When I built my Windows Media Center PC, I was able to have the majority of features working as I wanted them to. This was using Windows Media Center 7, and a bunch of free applications working together. The only thing I could not get my HTPC to perform was to separate my recorded movies from the recorded TV. I then needed to put each of the files in a relevant folder so that Media Center Master would download the correct meta data. I performed this task manually for a while but knew there had to be a way to automate this process.
After a weekend of research and testing, I finally came up with the 50 lines of script that complete the media centres autonomy. This has effectively eliminated the need for me to go into the backend of the media centre at all. All the data is moved automatically to the correct locations, making it unnecessary to control the system with anything beyond a remote control.
I needed the script to distinguish what type of recording had taken place, whether it be a TV episode, a special or a movie. I then needed to move the various types of video to different locations and change the filename of the movies so that Media Center Master could identify the recording. It would have been nice to use meta data as identifiers of the shows, but I found that data to be very unreliable.
I run the script on a schedule through Windows Task Scheduler at 5am each morning, but it can also be launched on demand.
Because different channels show different information on the TV guide, it is impossible to make a script that will work in every instance. It manages to get the majority of moves right. Generally, it is fine to watch the occasional TV episode from the movie library. Once it is watched, deleting the file will resolve these errors. Otherwise a manual move will be required.
It is likely you will need to make minor alterations to the batch file yourself. I have my recorded TV located at D:\Recorded TV, and my movies at E:\Movies. If your files are located in different locations, you will need to make alterations.

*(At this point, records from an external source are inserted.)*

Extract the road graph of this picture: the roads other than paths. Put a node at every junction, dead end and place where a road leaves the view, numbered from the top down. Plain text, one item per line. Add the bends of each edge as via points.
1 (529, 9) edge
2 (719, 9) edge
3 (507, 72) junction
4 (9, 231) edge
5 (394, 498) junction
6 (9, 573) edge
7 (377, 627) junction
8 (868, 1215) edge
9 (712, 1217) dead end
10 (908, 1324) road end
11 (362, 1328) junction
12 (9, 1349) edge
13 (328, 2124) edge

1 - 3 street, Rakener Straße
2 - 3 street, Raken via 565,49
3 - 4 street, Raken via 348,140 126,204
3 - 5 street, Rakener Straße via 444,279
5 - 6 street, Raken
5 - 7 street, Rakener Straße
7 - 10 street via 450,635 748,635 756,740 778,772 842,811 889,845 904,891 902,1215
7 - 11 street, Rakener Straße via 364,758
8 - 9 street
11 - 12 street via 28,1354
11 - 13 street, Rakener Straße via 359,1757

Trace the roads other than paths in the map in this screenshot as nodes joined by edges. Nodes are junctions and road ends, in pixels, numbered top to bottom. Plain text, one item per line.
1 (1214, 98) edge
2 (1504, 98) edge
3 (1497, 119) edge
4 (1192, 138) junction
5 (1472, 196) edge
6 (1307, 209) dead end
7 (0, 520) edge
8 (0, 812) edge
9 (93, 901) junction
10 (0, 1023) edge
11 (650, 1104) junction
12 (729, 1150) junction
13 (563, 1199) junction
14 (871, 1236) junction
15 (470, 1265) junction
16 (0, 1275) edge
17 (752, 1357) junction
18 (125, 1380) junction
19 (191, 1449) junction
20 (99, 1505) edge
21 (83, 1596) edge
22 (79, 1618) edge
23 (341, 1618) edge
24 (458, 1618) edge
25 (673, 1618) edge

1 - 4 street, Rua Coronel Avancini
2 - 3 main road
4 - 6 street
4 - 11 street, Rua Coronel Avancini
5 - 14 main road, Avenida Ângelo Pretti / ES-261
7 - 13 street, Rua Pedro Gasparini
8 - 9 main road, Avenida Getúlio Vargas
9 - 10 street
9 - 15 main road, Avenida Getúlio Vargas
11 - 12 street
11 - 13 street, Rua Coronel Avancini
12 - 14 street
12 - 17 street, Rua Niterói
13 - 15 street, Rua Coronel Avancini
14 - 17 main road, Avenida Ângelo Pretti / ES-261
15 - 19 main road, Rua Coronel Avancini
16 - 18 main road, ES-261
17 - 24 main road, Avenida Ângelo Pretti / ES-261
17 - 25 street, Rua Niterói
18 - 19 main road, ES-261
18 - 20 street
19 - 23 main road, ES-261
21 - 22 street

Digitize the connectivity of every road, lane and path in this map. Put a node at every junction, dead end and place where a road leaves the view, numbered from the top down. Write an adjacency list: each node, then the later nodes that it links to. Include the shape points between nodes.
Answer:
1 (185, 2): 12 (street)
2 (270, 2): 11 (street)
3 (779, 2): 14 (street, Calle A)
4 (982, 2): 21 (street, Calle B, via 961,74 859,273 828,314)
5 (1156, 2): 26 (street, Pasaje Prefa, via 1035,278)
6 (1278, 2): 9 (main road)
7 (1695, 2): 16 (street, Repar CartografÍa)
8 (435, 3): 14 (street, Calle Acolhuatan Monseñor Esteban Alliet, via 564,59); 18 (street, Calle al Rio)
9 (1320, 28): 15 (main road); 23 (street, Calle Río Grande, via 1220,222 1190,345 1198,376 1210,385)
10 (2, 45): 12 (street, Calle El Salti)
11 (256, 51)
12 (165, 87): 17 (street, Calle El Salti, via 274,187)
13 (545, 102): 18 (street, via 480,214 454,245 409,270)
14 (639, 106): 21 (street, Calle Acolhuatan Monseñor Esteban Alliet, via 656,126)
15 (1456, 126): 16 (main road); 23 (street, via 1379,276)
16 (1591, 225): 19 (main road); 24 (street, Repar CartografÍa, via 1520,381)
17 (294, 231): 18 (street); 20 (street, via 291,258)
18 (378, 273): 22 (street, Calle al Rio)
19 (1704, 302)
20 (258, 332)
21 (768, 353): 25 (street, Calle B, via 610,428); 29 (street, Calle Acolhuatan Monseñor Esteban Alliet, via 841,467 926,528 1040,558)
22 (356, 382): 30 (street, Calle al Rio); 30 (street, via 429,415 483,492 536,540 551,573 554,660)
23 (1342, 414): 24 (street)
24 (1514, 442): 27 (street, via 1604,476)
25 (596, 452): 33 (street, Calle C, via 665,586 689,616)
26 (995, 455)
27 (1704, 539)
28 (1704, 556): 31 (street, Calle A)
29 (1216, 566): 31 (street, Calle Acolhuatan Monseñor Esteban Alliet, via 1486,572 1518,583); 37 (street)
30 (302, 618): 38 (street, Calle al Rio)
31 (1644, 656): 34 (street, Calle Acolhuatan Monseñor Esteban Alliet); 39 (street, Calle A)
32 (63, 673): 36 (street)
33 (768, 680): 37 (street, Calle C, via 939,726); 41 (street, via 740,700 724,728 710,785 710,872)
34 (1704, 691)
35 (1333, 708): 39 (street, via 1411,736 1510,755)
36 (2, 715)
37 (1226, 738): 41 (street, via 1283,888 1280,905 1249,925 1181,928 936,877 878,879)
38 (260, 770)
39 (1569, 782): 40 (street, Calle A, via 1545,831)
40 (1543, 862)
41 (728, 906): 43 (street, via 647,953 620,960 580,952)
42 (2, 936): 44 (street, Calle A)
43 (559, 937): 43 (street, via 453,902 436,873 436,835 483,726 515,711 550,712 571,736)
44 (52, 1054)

It is configured to only work with files in the dvr-ms format, though it would be very easy to change the script to move around .wtv files.
The way the script works is to break up the filename into various components.
If the filename has an Sp– at the start of it, I know it is a special so it is moved to D:\RecordedTV\Specials.
If the filename has a “)” followed by text or “M–” at the start, I know it is a movie so I alter the name and copy it to the E:\Temp. Once copied, I move the files to E:\Movies and make individual folders for each movie. The individual movies get copied into their own directory.
Any other files get put in their own directory in Recorded TV based on the title of the file.
You can download the script here (right click, save target as). It is in txt format so that you can’t inadvertently run it. If you don’t know how to convert the file to a batch file without help, please ignore this article to reduce the risk of something going wrong. Understanding how to write batch files is a very useful skill so it is worth learning, just don’t use this script as your first script. It’s quite complicated as far as batch scripts go.
Important: While it is unlikely you will lose files by running this script, it is important you understand what is going on with it. If you run it on your current media library, it will perform each task and the results may not be what you wanted. This script was written based on a Sydney TV guide. Different countries are bound to have various different identifiers. Treat this script as examples of how to make your own script.